So the effort is structured around workshops that bring local artists together with mentoring artists and health scientists to develop works that raise questions about food, nutrition, safety, mental health and occupational hazards. “The idea is to blend art and science to showcase the contribution of Dharavi’s residents to the city’s economic and cultural life," says Nayreen Daruwalla, programme director for prevention of violence against women and children at SNEHA. Daruwalla and David Osrin, a senior research fellow at the UK-based Wellcome Trust, a health foundation, are the two directors of the Biennale.

The Biennale will feature 15 artworks and have 10 events, including music performances and theatre, across venues in Dharavi that include Colour Box, Shama Building and Jeevon Hall. The events include a puppet theatre performance by Dharavi residents and Ishara Puppet Theatre on the subject of tuberculosis, and poet-performer Shane Solanki’s music workshop with the women of Dharavi. The celebrated play Vagina Monologues, directed by Kaizad Kotwal, will be staged.

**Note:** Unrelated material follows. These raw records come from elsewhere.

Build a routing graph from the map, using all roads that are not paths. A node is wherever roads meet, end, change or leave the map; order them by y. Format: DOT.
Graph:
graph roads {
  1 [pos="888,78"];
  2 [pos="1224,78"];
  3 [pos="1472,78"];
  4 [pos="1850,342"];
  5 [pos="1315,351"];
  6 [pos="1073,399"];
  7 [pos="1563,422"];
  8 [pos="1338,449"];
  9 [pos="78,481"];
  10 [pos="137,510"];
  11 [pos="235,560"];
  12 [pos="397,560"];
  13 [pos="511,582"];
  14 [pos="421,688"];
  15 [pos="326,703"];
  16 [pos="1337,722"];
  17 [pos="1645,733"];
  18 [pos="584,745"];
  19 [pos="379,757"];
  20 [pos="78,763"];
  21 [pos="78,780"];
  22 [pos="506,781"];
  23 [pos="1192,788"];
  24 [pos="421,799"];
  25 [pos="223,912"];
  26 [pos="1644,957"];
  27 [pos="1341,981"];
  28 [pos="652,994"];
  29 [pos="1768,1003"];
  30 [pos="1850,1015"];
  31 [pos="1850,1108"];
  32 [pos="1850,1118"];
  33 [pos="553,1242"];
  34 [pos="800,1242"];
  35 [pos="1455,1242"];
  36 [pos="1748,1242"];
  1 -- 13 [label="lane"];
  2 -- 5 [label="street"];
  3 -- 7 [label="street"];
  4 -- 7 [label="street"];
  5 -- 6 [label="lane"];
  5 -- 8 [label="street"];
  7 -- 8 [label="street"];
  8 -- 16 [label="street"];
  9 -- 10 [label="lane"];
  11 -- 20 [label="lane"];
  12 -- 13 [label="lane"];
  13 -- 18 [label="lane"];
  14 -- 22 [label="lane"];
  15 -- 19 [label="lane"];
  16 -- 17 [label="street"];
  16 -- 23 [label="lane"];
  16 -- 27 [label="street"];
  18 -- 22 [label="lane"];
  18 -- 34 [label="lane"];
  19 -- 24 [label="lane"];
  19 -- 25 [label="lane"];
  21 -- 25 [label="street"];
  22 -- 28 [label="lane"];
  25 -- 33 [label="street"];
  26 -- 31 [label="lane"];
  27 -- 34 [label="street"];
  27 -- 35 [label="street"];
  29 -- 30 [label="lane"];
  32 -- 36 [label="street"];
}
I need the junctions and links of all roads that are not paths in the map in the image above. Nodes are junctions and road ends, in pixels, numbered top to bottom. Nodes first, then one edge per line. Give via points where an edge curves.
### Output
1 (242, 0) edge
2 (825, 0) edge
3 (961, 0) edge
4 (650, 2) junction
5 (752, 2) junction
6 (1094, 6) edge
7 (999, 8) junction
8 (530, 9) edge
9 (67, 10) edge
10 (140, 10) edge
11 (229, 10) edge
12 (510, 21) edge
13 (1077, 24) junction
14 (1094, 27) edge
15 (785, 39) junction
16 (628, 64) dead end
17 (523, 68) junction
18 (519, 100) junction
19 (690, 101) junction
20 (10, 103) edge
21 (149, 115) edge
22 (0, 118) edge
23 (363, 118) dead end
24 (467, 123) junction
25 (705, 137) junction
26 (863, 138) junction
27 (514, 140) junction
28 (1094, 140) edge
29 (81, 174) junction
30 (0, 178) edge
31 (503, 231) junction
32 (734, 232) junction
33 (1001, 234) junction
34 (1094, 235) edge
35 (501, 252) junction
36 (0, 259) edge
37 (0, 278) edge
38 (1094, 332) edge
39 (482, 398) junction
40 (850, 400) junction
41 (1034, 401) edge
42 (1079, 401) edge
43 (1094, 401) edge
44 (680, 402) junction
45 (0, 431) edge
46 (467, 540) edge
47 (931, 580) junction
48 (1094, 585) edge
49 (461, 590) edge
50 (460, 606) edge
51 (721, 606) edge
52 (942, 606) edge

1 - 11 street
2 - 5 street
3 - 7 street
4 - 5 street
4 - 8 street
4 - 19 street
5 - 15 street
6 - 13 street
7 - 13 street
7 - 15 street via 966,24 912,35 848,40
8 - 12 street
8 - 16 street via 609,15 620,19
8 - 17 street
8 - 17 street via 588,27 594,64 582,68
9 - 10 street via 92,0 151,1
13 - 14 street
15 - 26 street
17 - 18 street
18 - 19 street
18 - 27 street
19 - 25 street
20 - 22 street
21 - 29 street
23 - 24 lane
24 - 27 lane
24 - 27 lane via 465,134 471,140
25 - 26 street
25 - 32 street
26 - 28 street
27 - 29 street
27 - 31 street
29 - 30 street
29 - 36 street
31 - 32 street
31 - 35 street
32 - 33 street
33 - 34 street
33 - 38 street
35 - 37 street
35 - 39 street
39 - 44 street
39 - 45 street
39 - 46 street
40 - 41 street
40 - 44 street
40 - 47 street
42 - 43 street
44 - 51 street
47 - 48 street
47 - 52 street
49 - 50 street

An anthology of 76 black and white comics produced by Dharavi residents will be launched too. “The comics revolve around subjects such as road accidents, physical and mental violence, food and nutrition, and adolescent sexualities," says Chaitanya Modak, a Mumbai-based graphic designer who has curated and mentored the comics artbox. The youngest artist is 12, the oldest, 65. “Some of them didn’t even know what comics were," he says. Others, he adds, didn’t want their families to look at their effort, since the comics are based on instances from their lives.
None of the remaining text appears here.